Congress is once again wrestling with reauthorization of a surveillance authority that critics describe as deeply opaque — one where even those charged with overseeing it struggle to assess its real-world impact. The law in question governs so-called Section 702 powers under the Foreign Intelligence Surveillance Act (FISA), which permits warrantless surveillance of electronic communications belonging to foreign targets. The authority is set to expire at the end of this month, triggering an urgent — and divisive — legislative scramble.

The most contentious element of Section 702 allows U.S. officials to search, or "query," those surveillance databases using the personal information of American citizens, provided the American is communicating with someone abroad.

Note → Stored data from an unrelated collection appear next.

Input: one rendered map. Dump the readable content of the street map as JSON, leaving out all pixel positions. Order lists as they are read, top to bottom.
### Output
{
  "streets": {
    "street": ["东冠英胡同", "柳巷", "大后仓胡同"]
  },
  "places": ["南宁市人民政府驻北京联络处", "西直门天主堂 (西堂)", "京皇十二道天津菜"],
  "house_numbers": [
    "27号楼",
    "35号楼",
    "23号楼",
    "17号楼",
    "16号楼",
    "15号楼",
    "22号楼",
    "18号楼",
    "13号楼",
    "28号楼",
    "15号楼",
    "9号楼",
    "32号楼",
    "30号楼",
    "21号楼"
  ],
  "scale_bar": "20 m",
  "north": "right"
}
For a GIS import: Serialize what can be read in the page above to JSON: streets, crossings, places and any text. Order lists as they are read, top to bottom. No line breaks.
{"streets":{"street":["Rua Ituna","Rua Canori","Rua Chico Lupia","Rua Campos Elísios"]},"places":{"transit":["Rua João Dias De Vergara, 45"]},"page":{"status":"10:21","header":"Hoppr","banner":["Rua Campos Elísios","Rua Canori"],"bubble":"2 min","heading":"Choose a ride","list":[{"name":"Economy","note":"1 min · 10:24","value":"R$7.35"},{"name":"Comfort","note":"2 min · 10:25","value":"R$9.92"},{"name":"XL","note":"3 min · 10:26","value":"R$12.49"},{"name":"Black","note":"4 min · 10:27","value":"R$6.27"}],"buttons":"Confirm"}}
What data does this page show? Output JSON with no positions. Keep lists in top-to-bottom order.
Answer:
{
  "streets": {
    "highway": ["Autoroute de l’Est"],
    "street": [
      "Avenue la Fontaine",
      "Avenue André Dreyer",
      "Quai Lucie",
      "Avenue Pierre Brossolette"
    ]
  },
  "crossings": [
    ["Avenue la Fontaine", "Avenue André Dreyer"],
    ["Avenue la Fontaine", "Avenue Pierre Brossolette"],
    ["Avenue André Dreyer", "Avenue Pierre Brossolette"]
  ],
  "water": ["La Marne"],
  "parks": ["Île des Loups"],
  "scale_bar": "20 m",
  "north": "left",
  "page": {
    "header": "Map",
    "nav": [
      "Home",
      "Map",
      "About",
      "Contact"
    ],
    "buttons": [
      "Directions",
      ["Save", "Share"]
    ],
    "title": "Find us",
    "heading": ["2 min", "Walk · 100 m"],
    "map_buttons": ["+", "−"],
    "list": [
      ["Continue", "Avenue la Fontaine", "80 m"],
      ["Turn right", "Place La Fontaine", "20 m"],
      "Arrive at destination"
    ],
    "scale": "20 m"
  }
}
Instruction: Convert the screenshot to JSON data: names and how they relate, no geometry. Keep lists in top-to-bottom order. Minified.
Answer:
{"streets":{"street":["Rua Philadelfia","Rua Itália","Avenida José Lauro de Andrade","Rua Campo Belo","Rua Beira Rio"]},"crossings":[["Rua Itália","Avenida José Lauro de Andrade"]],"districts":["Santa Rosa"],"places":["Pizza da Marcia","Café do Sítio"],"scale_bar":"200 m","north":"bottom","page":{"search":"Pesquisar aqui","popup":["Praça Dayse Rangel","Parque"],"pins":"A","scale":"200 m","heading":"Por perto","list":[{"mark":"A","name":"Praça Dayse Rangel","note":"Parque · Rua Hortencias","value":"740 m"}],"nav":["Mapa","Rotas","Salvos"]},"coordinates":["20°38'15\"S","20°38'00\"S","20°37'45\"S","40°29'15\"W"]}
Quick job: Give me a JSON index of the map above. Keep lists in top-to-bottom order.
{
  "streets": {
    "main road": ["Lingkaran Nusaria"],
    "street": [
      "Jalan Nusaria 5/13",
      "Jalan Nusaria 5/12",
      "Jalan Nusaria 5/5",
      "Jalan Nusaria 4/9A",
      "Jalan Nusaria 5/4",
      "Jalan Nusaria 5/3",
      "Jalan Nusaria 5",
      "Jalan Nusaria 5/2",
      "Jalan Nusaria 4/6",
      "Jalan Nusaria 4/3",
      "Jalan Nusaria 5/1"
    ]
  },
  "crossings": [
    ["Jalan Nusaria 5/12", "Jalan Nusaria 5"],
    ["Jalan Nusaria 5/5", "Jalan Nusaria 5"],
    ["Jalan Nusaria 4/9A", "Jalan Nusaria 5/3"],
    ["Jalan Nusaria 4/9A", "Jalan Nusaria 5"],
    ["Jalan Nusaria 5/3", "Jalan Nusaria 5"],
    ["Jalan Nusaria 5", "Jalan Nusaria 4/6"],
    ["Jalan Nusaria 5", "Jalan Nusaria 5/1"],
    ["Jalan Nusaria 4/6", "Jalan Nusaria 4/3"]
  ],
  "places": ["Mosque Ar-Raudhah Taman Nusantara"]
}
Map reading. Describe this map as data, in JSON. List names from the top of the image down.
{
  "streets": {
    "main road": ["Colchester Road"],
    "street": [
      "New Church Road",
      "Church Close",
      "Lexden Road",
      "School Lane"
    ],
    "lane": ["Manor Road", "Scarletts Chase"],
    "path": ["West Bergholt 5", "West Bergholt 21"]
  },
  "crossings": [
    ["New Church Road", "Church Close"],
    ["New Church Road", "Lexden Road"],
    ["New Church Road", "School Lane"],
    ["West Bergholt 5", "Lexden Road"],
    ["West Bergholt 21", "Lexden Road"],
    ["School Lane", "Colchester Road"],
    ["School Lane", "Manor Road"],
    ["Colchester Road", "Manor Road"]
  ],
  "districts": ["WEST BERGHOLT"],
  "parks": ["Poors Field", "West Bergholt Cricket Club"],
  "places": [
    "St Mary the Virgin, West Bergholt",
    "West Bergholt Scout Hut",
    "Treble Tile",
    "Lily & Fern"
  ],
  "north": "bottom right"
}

Privacy advocates have long argued this represents a de facto backdoor into the communications of people who have never been accused of wrongdoing.

In an effort to address those concerns, Congress passed the Reforming Intelligence and Securing America Act (RISAA) in 2024, which reauthorized Section 702 while incorporating 56 amendments aimed at curbing abuses — abuses that had become embarrassingly public, including hundreds of thousands of improper database searches. Yet the same law contained provisions that some critics feared would actually expand the government's surveillance reach rather than curtail it.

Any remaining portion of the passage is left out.